A couple weeks back, I had a meeting with a team member. Let’s call him Ted. Ted raised some concerns with me as to the team's current practices. I took down all the concerns and used a prioritizing strategy to help him decide which of these concerns was the most important to address right away.

Ted decided the most critical concern was that the team had work spilling over from one sprint into the next. They were never able to complete all of their work within their sprint and the overflow made them fall further and further behind.

I asked some more probing questions, and he mentioned that in many instances there were external dependencies with the issues in the sprint. The team was attempting to resolve these dependencies within the sprint and were getting blocked when they weren't able to get the information that they needed in a timely manner. They were still trying to establish an understanding of these issues midway through the sprint.

My team had fallen into a bad habit of treating backlog grooming meetings purely as a ceremony where the development team discusses a bug or story just enough to be able to provide the Product Owner with an estimate, then move on to the next issue.
Also, this meeting only took place for one hour once per sprint.

I’ve been tracking this as an issue for a little while. I thought this was the case and had a meeting with each of my 4 teams. I called the meetings ‘design discussions’ because I didn’t want the teams to fall into their backlog grooming habits.
In each of these meetings we took the next item outside the current sprint that was highest priority and talked about it from a number of different angles.

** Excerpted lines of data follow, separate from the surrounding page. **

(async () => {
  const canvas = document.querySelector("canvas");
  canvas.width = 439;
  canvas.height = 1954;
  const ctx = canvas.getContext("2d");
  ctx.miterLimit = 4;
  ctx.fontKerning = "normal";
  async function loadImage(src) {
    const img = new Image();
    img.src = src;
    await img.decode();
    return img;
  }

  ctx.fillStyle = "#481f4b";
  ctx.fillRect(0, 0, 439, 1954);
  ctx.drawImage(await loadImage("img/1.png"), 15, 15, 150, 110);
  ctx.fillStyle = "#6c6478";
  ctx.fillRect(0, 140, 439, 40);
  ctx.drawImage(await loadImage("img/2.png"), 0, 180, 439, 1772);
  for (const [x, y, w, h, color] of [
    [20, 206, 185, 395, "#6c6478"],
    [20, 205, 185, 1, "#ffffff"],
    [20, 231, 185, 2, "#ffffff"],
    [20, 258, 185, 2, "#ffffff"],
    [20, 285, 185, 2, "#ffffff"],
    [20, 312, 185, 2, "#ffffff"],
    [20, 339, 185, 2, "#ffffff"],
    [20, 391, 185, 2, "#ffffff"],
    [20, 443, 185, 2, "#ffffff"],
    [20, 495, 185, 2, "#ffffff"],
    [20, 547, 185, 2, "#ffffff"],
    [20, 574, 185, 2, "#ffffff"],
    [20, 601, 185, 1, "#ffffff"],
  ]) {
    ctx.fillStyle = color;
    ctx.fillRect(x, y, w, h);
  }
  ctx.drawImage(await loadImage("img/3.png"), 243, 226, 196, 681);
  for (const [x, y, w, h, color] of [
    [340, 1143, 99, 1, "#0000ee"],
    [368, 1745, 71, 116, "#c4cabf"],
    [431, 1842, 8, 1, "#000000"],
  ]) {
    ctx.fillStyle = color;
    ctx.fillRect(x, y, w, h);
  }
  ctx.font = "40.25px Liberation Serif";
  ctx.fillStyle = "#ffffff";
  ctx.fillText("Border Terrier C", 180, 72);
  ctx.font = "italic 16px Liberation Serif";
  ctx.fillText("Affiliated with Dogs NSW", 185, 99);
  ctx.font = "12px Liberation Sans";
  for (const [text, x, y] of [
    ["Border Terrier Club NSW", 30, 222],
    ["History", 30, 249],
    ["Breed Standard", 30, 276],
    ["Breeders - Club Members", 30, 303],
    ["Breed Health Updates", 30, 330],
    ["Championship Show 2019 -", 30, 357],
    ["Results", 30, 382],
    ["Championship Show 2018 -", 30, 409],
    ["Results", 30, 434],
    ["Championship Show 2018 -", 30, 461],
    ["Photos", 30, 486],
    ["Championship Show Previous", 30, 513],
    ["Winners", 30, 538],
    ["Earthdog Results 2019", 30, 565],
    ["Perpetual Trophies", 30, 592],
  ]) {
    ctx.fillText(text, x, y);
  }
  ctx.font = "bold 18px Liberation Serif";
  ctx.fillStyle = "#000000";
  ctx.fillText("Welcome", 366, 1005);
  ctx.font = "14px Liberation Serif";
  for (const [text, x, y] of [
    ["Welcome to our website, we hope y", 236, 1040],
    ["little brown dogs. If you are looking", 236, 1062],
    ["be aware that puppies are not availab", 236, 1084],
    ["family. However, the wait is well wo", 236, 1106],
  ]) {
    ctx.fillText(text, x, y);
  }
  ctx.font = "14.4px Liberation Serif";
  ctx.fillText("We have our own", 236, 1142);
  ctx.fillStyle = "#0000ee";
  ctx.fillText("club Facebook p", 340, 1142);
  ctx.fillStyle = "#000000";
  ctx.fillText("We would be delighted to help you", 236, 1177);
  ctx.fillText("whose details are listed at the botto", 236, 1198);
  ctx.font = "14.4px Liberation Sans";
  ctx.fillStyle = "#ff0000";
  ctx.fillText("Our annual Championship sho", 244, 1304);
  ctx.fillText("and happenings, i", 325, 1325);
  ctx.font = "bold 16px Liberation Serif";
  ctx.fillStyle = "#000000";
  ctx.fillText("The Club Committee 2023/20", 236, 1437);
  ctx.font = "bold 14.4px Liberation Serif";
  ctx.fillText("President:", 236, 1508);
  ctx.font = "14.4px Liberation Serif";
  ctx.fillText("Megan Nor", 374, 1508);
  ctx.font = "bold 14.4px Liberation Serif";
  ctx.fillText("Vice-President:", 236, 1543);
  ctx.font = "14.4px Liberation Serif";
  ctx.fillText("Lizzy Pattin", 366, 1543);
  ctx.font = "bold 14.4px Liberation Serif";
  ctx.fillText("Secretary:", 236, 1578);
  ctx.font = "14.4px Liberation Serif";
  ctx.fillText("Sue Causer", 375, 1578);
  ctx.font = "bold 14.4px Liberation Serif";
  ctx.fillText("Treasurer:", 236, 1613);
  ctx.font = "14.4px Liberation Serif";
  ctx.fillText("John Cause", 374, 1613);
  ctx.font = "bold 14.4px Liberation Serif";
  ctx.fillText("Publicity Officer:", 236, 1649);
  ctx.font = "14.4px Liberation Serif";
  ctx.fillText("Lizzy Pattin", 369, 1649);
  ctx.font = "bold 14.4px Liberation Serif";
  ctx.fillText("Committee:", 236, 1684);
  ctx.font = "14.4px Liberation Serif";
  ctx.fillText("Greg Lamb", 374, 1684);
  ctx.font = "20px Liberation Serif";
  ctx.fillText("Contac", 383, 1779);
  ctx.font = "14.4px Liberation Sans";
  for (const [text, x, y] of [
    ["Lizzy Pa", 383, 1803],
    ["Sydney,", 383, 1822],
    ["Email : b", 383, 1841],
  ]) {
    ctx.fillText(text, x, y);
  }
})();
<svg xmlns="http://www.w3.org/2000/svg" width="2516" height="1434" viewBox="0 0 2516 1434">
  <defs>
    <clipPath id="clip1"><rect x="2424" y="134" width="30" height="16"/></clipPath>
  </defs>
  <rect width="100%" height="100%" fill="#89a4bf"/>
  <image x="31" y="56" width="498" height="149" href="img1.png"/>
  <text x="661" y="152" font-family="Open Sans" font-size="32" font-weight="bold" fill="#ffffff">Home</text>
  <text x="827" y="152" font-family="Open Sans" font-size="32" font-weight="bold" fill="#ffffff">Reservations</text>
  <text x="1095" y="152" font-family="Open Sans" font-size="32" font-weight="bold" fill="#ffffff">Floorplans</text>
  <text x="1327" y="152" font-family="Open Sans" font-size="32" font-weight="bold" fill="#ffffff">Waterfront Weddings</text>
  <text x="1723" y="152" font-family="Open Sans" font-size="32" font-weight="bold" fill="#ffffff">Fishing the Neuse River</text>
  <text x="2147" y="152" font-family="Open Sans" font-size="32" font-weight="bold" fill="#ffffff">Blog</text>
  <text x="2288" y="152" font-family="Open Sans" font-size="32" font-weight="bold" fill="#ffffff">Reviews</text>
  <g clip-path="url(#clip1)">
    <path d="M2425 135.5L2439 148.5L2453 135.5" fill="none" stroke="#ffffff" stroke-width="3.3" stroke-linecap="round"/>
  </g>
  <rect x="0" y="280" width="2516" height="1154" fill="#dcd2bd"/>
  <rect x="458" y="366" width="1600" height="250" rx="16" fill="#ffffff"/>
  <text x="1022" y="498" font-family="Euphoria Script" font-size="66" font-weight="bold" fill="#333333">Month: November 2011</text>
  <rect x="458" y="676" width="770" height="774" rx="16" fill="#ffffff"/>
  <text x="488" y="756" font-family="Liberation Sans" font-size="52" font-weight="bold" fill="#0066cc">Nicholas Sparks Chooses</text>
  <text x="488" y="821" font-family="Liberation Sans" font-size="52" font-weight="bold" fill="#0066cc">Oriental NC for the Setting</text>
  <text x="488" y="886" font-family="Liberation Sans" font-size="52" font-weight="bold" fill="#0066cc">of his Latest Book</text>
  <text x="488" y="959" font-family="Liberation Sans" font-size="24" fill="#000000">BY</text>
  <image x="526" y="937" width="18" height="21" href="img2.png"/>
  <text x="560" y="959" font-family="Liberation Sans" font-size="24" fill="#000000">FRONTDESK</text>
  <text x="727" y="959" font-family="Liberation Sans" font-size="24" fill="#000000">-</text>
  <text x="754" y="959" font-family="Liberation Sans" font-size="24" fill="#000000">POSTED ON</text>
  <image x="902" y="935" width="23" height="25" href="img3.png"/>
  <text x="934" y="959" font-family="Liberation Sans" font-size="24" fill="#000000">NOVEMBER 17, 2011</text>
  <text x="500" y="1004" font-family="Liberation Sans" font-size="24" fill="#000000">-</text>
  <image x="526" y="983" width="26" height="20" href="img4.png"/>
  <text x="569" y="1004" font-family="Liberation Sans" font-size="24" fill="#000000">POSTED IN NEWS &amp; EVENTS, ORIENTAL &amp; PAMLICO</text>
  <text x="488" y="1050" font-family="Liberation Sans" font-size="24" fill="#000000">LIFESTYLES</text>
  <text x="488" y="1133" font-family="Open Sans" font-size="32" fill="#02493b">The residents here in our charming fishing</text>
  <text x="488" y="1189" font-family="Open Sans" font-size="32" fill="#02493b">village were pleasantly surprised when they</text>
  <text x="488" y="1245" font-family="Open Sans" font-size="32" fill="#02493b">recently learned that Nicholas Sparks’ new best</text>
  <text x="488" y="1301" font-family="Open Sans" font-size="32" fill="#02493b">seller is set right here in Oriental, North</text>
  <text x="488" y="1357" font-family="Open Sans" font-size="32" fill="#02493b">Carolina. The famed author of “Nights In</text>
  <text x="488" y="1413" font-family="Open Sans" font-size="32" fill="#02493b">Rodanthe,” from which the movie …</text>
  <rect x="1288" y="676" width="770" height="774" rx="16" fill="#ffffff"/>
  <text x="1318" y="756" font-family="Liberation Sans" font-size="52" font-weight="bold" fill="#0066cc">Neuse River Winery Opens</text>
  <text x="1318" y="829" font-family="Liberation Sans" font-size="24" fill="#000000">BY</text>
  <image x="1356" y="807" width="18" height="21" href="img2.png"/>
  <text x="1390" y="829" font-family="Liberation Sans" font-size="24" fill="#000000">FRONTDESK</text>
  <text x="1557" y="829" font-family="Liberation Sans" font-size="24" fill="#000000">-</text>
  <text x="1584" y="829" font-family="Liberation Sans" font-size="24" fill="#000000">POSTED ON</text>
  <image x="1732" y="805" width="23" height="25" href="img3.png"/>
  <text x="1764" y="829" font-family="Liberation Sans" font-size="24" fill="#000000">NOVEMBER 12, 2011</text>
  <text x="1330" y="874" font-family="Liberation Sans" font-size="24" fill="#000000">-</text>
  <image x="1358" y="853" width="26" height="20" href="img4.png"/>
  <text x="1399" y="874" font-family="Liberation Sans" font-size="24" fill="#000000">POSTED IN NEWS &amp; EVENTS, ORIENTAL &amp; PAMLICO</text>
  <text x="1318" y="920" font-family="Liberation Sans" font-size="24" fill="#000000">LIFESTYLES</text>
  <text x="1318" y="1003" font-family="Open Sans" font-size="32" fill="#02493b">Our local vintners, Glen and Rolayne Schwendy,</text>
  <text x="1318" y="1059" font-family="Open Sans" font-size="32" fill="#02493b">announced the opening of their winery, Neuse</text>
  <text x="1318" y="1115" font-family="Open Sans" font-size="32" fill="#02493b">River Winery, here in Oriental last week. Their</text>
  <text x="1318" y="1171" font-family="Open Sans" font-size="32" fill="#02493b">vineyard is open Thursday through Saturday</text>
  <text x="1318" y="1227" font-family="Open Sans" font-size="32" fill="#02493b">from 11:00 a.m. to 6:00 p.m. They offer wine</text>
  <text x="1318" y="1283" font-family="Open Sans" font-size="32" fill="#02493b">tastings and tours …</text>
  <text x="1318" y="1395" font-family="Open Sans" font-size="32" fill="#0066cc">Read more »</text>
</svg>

An interesting takeaway is that we discovered new acceptance criteria in 3 of 4 issues. We found that one of the issues had a ‘Found in Version’ for a release that didn’t exist. We also had some good conversations about the testing strategy for each of these issues.

Each issue was updated to include all of our findings, discussions, acceptance tests, and more. This all reinforced my belief about how the teams treated backlog grooming meetings.

I knew that more effective backlog grooming meetings would be the venue for this missing work, but I needed to pair it with a Definition of Ready.

A Definition of Ready can be considered a checklist of everything that has to be considered before an issue can be considered Ready to be included in a sprint. As such, providing an estimate for the work is a single checkbox on this list.

A backlog grooming meeting, paired up with a Definition of Ready can lead to effective use of our time.

I directed them to the Definition of Ready and asked them to use it for a couple sprints to understand how it works for them and the work they were analyzing, then after some experience with it, make it a topic within a sprint retrospective to make tweaks so that it’s more useful for the team and the product.

In addition to that, I asked this team member’s team to have a 1-hour backlog grooming meeting every two days. At the end of the backlog grooming session, they will assign an upcoming item in the backlog to each team member who will spend one hour on the off day digging into the code, analyzing the issue, and putting some thought into it.
This is done so that they can present what they’ve learned about that issue in the backlog grooming session. This also provides for a built-in agenda which can keep them on track.